Question about the union of hypothesis Q10?

[Andrs]

I am having problems to understand the practical meaning of the union of hypthesis sets. What does the Union mean for the classification task? If we look into one example: There is one hypothesis set Ha (ha1,ha2,ha3...han) that defines a 2d perceptron. There is another hypothesis set Hb (hb1,hb2,hb3...hbn)that defines another 2d perceptron .
Now we create a set H = Ha U Hb that contains the hypothesis (ha1,ha2,ha3...han,hb1,hb2,hb3...hbn). The hypothesis set H contains more hypothesis but they are still of the same kind (according to the Union the components of the two sets are merged into one set ). What does H define? Does it define a 2d perceptron. Or does the H hypothesis define TWO 2d perceptrons that correspond to two lines? It is not clear to me how to get concrete view of the Union. Any suggestions....?

[bzlearn]

I believe the former is correct.
If H1 = all the 2d perceptrons
and H2 = all the 2d perceptrons
H1 U H2 = H1 = H2

If however,
H1 = all 2d perceptrons with positive or zero slope
H2 = all 2d perceptrons with negative slope
H1 U H2 = all 2d perceptrons with any slope

[Andrs]

Thanks bzlearn!
you are right in your first assumption! I do some paraphrasing for my own understanding.
If we assume that the hypothesis set for the 2d perceptron can handle any slope and/position, the two hypothesis set should be the same. According to the set operations, the union of two identical sets is another set equal to the components.
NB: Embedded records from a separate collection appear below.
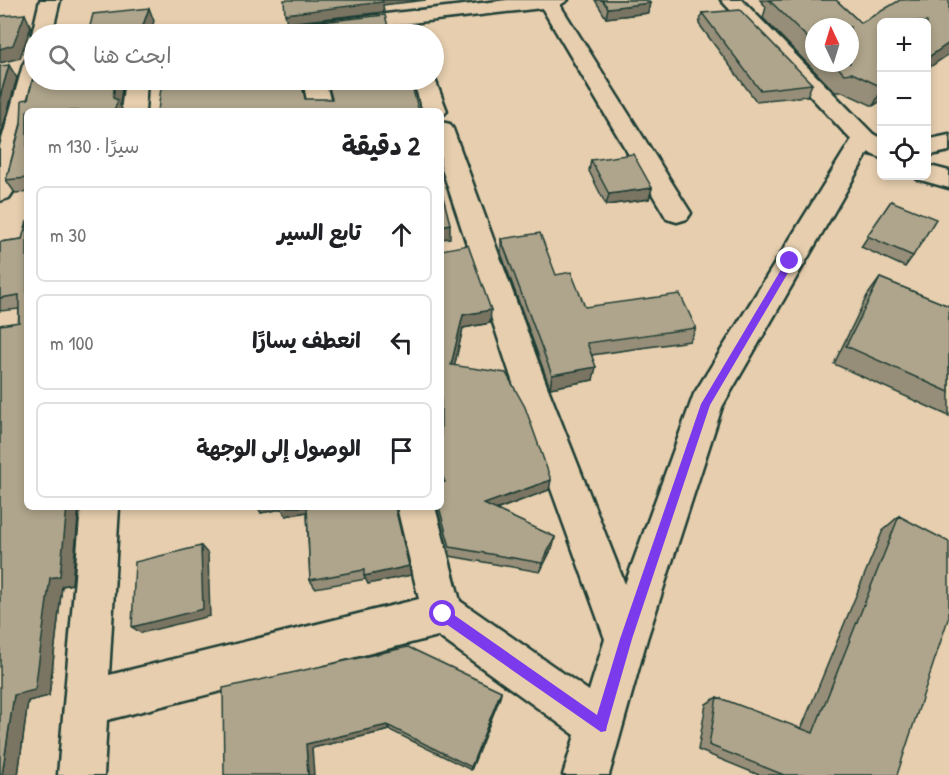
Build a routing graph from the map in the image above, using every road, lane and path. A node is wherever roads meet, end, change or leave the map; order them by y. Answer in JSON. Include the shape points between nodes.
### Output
{"nodes":[{"id":1,"x":50,"y":0,"type":"edge"},
{"id":2,"x":551,"y":0,"type":"edge"},
{"id":3,"x":732,"y":0,"type":"edge"},
{"id":4,"x":400,"y":18,"type":"edge"},
{"id":5,"x":44,"y":24,"type":"edge"},
{"id":6,"x":358,"y":24,"type":"edge"},
{"id":7,"x":24,"y":89,"type":"edge"},
{"id":8,"x":135,"y":90,"type":"edge"},
{"id":9,"x":316,"y":90,"type":"edge"},
{"id":10,"x":428,"y":90,"type":"edge"},
{"id":11,"x":133,"y":108,"type":"edge"},
{"id":12,"x":320,"y":108,"type":"edge"},
{"id":13,"x":434,"y":108,"type":"edge"},
{"id":14,"x":949,"y":143,"type":"edge"},
{"id":15,"x":444,"y":144,"type":"edge"},
{"id":16,"x":873,"y":144,"type":"edge"},
{"id":17,"x":931,"y":147,"type":"edge"},
{"id":18,"x":931,"y":174,"type":"edge"},
{"id":19,"x":949,"y":180,"type":"edge"},
{"id":20,"x":0,"y":192,"type":"edge"},
{"id":21,"x":677,"y":213,"type":"dead end"},
{"id":22,"x":100,"y":510,"type":"edge"},
{"id":23,"x":418,"y":510,"type":"edge"},
{"id":24,"x":443,"y":614,"type":"junction"},
{"id":25,"x":626,"y":639,"type":"junction"},
{"id":26,"x":86,"y":703,"type":"junction"},
{"id":27,"x":601,"y":726,"type":"junction"},
{"id":28,"x":81,"y":775,"type":"edge"},
{"id":29,"x":586,"y":775,"type":"edge"}],
"edges":[{"from":1,"to":5,"type":"street"},
{"from":2,"to":4,"type":"street"},
{"from":2,"to":21,"type":"street"},
{"from":3,"to":16,"type":"street"},
{"from":4,"to":6,"type":"street"},
{"from":7,"to":20,"type":"street"},
{"from":8,"to":11,"type":"street"},
{"from":9,"to":12,"type":"street"},
{"from":10,"to":13,"type":"street"},
{"from":14,"to":17,"type":"street"},
{"from":15,"to":25,"type":"street","via":[[465,247]]},
{"from":16,"to":25,"type":"street","via":[[706,404]]},
{"from":18,"to":19,"type":"street"},
{"from":22,"to":26,"type":"street"},
{"from":23,"to":24,"type":"street"},
{"from":24,"to":26,"type":"street"},
{"from":24,"to":27,"type":"street"},
{"from":25,"to":27,"type":"street"},
{"from":26,"to":28,"type":"street"},
{"from":27,"to":29,"type":"street"}]}
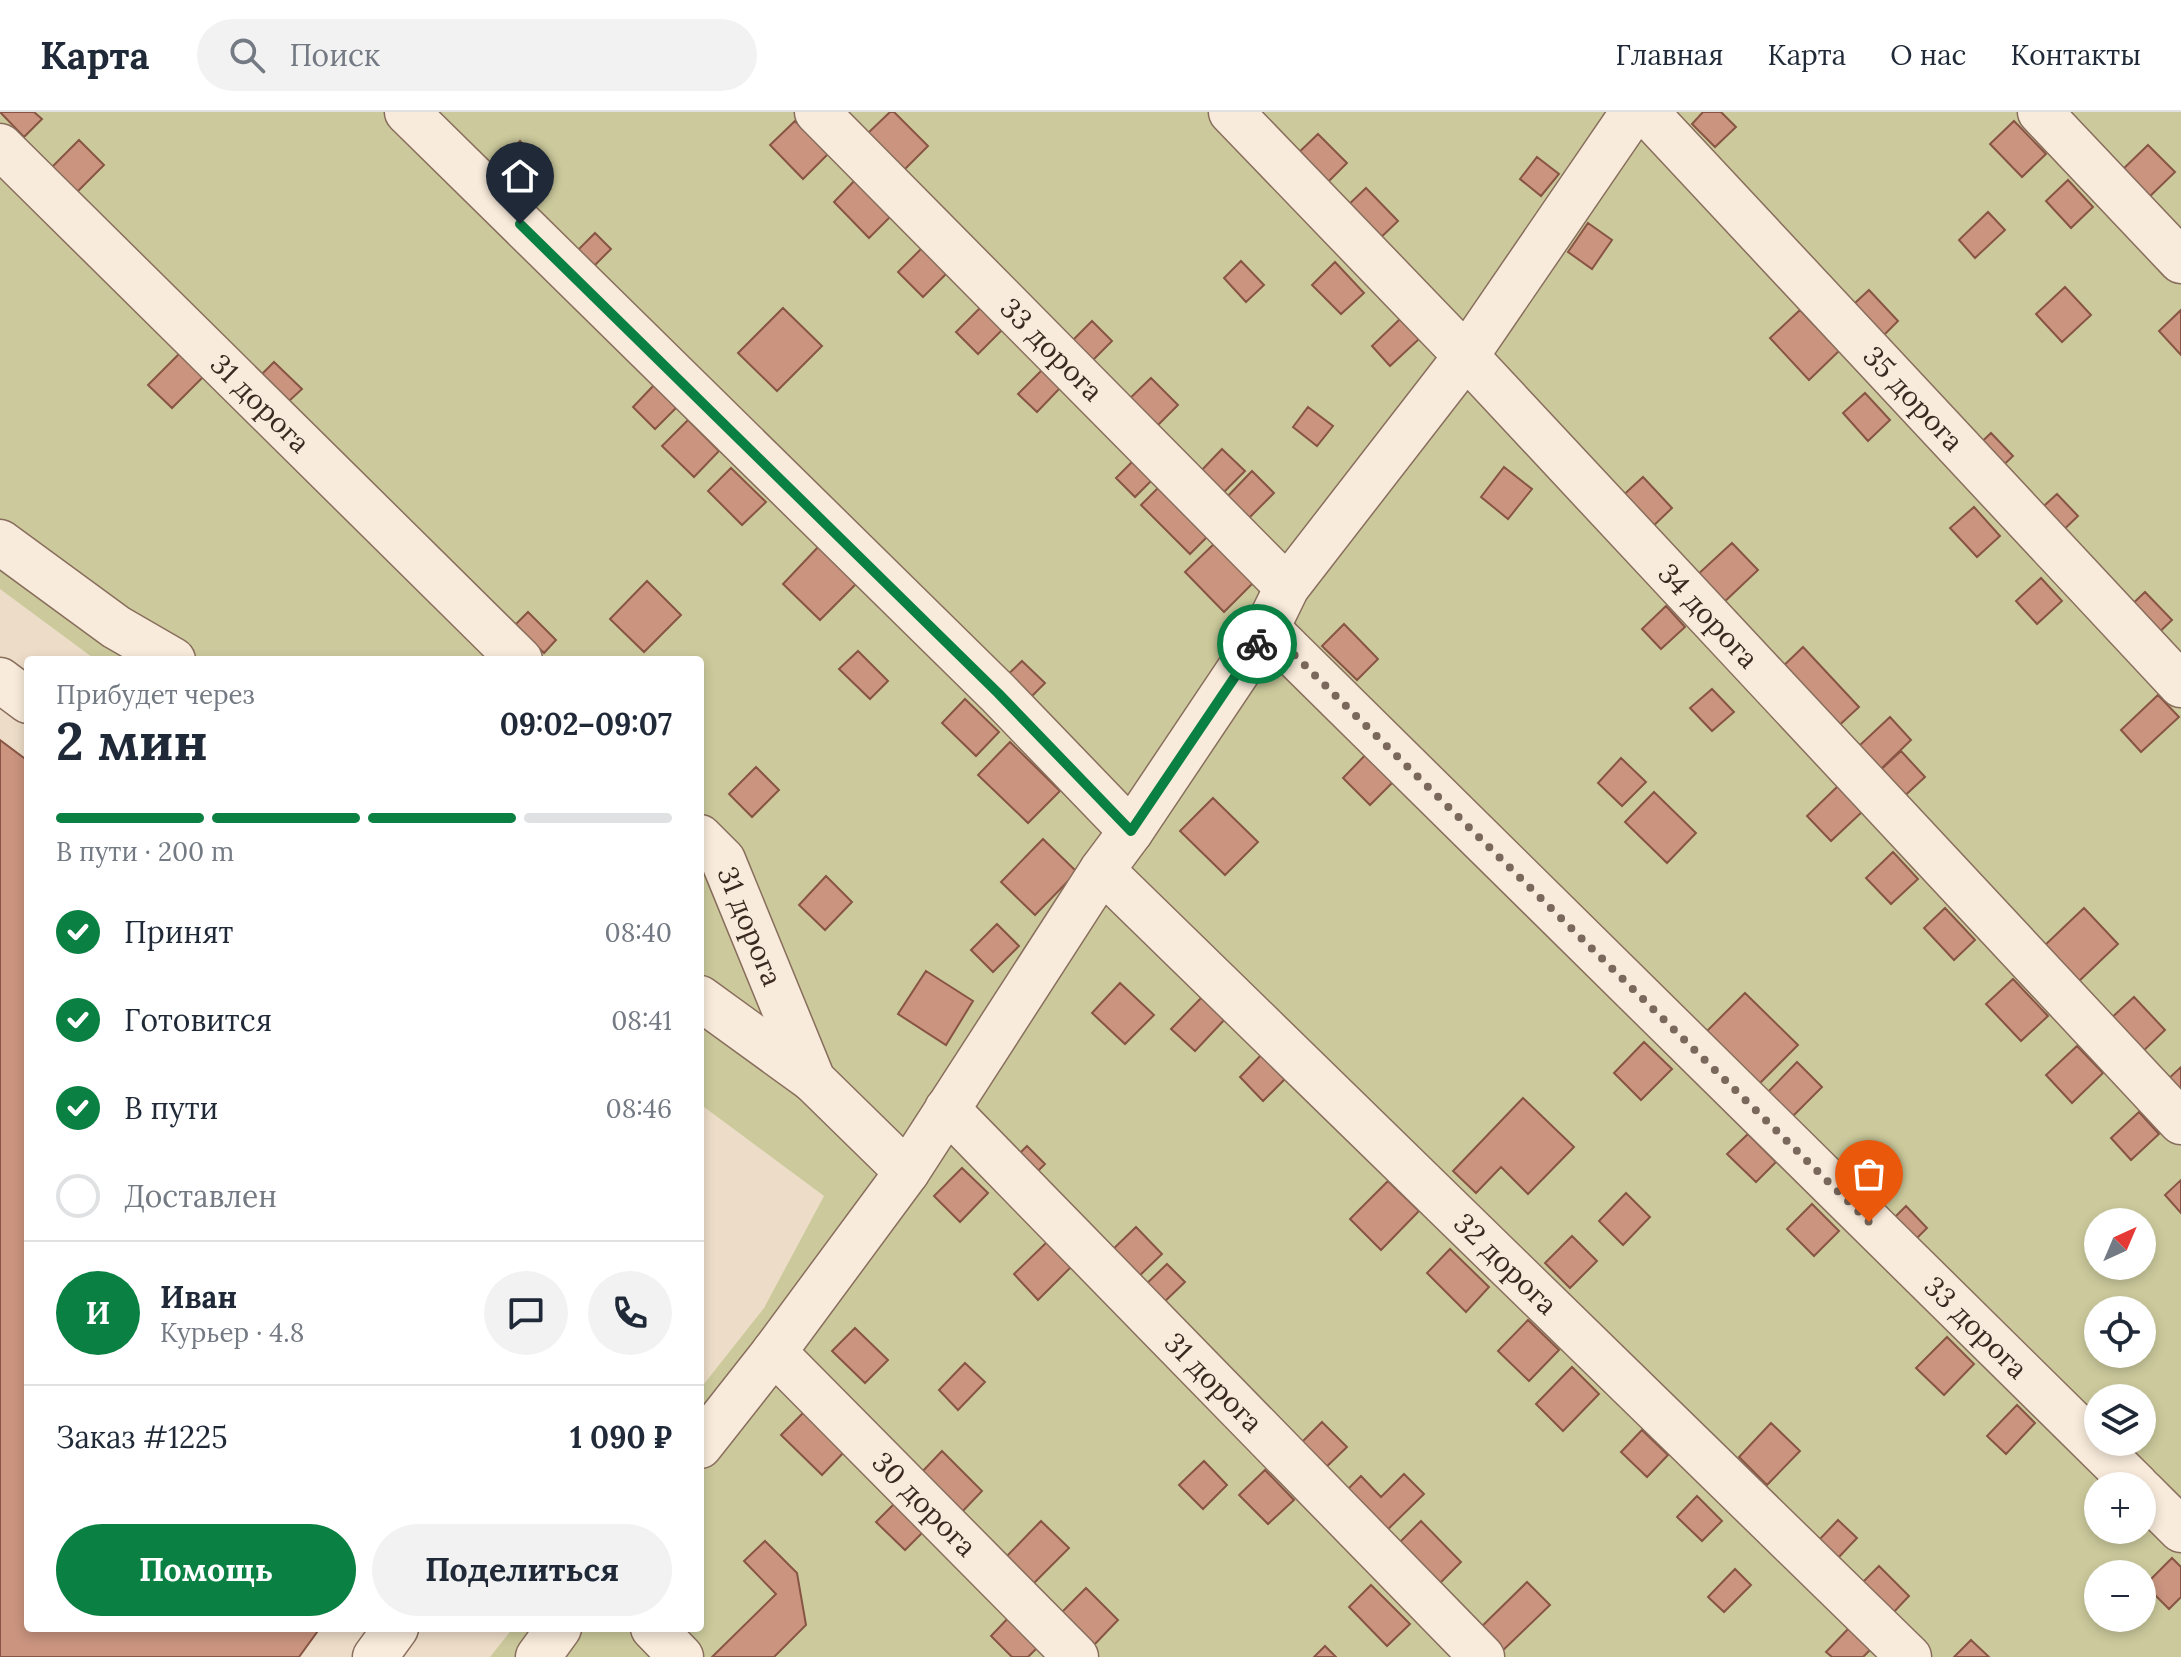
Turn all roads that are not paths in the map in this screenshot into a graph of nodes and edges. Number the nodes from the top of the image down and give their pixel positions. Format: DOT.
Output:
graph roads {
  1 [pos="407,112"];
  2 [pos="817,112"];
  3 [pos="1231,112"];
  4 [pos="1633,112"];
  5 [pos="1646,112"];
  6 [pos="2040,112"];
  7 [pos="0,146"];
  8 [pos="2181,261"];
  9 [pos="1466,356"];
  10 [pos="0,542"];
  11 [pos="1287,587"];
  12 [pos="1267,628"];
  13 [pos="166,656"];
  14 [pos="516,656"];
  15 [pos="0,680"];
  16 [pos="2181,685"];
  17 [pos="24,698"];
  18 [pos="1131,831"];
  19 [pos="704,841"];
  20 [pos="1102,870"];
  21 [pos="704,1001"];
  22 [pos="813,1080"];
  23 [pos="947,1109"];
  24 [pos="2181,1122"];
  25 [pos="907,1172"];
  26 [pos="774,1352"];
  27 [pos="704,1441"];
  28 [pos="2123,1472"];
  29 [pos="2156,1505"];
  30 [pos="2181,1530"];
  31 [pos="393,1632"];
  32 [pos="556,1632"];
  33 [pos="657,1632"];
  34 [pos="375,1657"];
  35 [pos="538,1657"];
  36 [pos="681,1657"];
  37 [pos="1076,1657"];
  38 [pos="1482,1657"];
  39 [pos="1909,1657"];
  1 -- 18 [label="street"];
  2 -- 11 [label="street, 33 дорога"];
  3 -- 9 [label="street, 34 дорога"];
  4 -- 9 [label="street"];
  5 -- 16 [label="street, 35 дорога"];
  6 -- 8 [label="street"];
  7 -- 14 [label="street, 31 дорога"];
  9 -- 11 [label="street"];
  9 -- 24 [label="street, 34 дорога"];
  10 -- 13 [label="street"];
  11 -- 12 [label="street"];
  12 -- 18 [label="street"];
  12 -- 28 [label="street, 33 дорога"];
  15 -- 17 [label="street"];
  18 -- 20 [label="street"];
  19 -- 22 [label="street, 31 дорога"];
  20 -- 23 [label="street"];
  20 -- 39 [label="street, 32 дорога"];
  21 -- 22 [label="street"];
  22 -- 25 [label="street, 31 дорога"];
  23 -- 25 [label="street"];
  23 -- 38 [label="street, 31 дорога"];
  25 -- 26 [label="street"];
  26 -- 27 [label="street"];
  26 -- 37 [label="street, 30 дорога"];
  29 -- 30 [label="street"];
  31 -- 34 [label="street"];
  32 -- 35 [label="street"];
  33 -- 36 [label="street"];
}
That is, there should not be any value added to the union of two 2d perceptrons.
However, if we have two different hypothesis set, e.g. a 2d perceptron (H1) and a 3d perceptron (H2), we should get a value added for the union set (H = H1 U H2). The classification result based on H should belong to either H1 or H2. It will affect the bounds for the growth function for the union set H and its vc dim.